There should be a way to browse the devices including the PBA image and find the boot image file as seen by the mainboard's EFI implementation.

[ranshalit]

Thanks cristim,

yes, I do find it in fs0:\EFI\booboox64.efi But I can't add it as boot entry because BIOS (AMI , American Megatrends Inc), does not support bcfg command.

[cristim]

You should not need that, just use the graphical system setup (a.k.a BIOS menu) by pressing Delete, F2 or F10 right after pressing the power button.

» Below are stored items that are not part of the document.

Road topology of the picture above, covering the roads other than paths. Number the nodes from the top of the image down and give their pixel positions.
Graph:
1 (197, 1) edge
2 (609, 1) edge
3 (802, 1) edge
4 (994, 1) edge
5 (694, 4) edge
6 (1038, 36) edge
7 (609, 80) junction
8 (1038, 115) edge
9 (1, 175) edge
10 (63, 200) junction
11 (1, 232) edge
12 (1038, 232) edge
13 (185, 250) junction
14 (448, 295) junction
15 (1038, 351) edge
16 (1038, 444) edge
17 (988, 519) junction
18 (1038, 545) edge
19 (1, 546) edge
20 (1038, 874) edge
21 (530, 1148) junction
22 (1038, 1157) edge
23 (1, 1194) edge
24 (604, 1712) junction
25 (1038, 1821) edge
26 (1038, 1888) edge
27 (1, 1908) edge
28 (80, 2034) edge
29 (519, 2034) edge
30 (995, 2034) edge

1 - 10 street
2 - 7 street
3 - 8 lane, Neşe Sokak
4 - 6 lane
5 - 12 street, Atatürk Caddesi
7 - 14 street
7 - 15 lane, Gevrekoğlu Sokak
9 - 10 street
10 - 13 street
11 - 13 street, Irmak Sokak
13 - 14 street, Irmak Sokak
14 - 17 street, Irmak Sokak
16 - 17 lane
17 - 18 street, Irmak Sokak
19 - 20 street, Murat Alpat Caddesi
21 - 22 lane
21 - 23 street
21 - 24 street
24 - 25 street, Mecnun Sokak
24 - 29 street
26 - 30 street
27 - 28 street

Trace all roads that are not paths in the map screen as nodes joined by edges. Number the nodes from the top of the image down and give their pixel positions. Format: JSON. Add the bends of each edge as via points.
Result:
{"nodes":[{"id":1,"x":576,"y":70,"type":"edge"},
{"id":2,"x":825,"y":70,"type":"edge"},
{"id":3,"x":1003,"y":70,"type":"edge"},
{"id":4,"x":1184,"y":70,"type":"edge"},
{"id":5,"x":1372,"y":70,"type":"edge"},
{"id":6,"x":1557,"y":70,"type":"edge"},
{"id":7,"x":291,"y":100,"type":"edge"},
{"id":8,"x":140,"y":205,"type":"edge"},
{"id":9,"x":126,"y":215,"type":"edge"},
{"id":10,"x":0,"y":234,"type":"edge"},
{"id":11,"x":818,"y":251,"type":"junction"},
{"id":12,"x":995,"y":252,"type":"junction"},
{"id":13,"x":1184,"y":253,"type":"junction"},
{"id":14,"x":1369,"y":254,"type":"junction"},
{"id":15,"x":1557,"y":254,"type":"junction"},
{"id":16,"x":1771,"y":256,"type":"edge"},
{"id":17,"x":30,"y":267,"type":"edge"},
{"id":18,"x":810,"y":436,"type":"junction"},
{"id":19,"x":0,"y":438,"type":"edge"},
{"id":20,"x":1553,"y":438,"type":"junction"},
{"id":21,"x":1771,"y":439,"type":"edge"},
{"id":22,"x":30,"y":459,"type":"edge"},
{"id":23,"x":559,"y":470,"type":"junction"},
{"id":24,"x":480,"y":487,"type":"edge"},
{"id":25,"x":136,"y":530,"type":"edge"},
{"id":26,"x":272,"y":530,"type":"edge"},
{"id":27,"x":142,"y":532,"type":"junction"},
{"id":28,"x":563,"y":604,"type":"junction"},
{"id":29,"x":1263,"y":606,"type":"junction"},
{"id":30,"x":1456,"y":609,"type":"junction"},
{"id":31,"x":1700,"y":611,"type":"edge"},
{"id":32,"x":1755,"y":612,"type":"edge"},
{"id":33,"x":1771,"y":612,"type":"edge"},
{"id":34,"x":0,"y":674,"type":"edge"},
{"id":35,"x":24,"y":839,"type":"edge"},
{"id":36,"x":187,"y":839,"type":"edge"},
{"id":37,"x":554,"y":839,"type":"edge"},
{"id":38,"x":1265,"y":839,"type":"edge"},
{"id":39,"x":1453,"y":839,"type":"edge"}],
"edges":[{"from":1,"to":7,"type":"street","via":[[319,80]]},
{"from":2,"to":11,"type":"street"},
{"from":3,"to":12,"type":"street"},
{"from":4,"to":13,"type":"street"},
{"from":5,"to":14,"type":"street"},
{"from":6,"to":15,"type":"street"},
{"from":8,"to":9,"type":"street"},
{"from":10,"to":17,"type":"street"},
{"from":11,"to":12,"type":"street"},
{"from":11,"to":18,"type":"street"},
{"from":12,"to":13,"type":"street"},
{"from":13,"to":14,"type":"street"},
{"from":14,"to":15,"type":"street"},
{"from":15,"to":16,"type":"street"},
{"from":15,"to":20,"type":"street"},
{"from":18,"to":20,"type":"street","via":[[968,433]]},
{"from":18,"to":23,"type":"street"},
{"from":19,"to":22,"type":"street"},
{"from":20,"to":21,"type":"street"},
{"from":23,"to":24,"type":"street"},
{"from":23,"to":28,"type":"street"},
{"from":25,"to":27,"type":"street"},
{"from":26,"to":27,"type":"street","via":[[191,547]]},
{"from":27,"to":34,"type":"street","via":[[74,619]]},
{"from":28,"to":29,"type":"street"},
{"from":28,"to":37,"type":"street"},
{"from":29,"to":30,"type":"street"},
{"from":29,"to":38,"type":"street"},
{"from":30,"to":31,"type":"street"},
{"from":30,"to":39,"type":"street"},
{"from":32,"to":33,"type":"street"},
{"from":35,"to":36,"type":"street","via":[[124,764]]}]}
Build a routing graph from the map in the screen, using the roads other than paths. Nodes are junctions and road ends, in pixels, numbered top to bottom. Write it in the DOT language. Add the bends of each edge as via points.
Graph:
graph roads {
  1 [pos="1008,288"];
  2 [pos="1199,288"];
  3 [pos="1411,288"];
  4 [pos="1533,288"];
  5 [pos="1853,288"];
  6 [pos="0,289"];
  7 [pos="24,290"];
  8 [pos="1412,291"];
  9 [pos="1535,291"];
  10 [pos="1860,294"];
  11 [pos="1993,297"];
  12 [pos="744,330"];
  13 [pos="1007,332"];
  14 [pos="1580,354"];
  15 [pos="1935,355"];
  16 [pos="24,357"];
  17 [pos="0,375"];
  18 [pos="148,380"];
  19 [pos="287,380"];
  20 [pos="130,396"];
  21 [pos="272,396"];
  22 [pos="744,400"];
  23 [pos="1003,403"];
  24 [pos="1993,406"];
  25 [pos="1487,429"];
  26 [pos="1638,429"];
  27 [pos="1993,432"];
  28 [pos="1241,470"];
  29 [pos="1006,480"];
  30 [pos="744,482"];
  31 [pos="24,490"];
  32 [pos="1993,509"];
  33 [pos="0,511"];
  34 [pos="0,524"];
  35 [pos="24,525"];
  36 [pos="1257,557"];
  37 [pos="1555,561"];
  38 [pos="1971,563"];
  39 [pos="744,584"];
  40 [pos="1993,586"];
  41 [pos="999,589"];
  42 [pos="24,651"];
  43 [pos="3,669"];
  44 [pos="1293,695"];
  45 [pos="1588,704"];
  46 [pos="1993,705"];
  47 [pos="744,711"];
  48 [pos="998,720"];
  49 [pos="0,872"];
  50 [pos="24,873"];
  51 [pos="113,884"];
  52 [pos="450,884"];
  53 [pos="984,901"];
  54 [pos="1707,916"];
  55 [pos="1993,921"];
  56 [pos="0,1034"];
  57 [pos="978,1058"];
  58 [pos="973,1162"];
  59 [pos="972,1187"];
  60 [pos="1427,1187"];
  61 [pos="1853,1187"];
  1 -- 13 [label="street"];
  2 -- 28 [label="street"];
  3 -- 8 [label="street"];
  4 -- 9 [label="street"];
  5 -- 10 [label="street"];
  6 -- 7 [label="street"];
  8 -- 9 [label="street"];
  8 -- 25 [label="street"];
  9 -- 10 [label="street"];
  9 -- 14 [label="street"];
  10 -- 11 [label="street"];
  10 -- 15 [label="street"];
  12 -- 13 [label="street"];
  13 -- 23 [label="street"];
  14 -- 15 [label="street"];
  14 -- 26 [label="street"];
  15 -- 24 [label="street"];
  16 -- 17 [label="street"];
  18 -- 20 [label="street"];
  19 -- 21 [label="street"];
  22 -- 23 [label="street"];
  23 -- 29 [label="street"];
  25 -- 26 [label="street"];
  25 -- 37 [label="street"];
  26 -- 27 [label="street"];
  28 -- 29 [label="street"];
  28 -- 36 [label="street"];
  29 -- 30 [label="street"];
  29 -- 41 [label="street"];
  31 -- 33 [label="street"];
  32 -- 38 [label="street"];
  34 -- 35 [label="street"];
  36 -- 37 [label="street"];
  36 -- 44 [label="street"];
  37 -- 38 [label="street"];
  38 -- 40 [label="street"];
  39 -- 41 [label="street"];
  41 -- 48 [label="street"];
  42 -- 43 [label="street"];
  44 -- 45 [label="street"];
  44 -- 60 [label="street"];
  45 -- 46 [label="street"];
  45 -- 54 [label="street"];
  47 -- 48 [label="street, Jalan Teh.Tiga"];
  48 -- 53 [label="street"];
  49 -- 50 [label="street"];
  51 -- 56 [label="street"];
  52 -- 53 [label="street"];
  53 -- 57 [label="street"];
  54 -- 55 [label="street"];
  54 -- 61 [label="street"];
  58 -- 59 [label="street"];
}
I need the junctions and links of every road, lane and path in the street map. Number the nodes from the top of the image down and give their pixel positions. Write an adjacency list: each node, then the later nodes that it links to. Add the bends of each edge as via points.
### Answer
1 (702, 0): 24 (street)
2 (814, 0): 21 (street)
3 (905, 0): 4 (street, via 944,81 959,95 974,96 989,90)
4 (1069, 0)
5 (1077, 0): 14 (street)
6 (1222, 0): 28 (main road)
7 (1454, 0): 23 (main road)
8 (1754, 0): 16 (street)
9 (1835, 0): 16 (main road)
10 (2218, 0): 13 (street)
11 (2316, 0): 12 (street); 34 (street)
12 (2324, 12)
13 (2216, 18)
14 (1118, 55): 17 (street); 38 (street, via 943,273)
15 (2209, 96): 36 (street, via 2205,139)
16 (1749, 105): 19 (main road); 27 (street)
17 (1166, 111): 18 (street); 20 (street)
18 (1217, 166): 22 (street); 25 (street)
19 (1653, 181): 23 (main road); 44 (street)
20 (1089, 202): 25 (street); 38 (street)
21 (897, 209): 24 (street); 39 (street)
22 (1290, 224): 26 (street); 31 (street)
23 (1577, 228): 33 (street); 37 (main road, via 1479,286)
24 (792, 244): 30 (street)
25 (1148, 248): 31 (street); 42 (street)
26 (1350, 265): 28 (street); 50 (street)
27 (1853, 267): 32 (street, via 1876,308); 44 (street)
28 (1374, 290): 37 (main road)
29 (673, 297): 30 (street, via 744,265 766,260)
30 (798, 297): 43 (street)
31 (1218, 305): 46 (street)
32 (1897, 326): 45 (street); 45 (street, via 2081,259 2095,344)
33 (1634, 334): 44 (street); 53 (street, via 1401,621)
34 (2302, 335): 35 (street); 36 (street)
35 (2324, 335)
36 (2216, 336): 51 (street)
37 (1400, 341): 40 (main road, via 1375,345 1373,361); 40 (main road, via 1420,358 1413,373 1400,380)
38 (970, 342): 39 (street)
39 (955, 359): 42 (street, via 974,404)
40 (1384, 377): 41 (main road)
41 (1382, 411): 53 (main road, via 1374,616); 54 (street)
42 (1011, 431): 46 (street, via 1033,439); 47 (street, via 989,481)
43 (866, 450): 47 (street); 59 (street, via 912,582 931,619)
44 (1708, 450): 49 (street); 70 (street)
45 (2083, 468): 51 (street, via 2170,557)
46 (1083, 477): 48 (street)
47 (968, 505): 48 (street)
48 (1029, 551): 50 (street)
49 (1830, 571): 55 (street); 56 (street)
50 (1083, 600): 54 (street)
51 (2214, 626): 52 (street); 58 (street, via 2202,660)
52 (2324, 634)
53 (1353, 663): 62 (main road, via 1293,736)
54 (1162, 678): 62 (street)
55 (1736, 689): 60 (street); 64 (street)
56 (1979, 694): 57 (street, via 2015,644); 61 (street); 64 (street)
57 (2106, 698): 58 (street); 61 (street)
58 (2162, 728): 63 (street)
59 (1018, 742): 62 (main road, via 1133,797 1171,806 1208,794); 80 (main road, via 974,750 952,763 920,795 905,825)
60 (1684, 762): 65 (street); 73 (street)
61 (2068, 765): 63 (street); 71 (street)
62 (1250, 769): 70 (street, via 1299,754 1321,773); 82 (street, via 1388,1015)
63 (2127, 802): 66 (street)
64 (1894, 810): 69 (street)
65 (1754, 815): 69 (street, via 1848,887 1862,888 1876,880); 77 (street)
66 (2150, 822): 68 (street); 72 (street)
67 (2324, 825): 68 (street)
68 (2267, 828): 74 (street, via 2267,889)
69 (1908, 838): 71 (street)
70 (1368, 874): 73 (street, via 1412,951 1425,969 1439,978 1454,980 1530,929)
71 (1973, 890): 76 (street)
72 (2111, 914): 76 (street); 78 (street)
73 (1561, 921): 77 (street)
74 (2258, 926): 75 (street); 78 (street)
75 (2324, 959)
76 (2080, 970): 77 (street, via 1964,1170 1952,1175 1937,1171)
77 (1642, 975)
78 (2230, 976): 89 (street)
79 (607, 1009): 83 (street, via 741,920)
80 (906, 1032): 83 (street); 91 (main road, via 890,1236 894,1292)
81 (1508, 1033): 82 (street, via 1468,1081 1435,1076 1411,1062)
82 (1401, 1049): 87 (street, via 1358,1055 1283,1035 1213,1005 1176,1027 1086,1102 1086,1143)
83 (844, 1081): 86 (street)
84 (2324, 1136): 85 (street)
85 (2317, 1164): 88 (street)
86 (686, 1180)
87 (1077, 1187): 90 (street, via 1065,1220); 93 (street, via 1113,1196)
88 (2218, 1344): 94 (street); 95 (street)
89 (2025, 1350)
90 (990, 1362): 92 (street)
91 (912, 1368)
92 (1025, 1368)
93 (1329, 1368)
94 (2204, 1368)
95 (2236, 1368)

It should allow you to change the boot entries and change the boot device priority from the GUI

[ranshalit]

I know. I enter BIOS and I see the boot entry which I created using efibootmgr . I can't create these boot entry and efi shell and I also don't have this boot entry if I don't create it somehow (create it in efi shell or linux with efibootmgr ). Inside the BIOS there is no option to define path for the boot entry but only to start boot from device. Is it a bios limitation which prevent me ? using the same ssd in another different computer works like charm.

[ranshalit]

This issue is solved! I had to add the entry from unencrypted boot. I did it before from encrypted boot, so it gave a wrong boot entry ! sudo efibootmgr -c -d /dev/sda -L "mypba" -l "\EFI\boot\bootx64.efi" Thanks.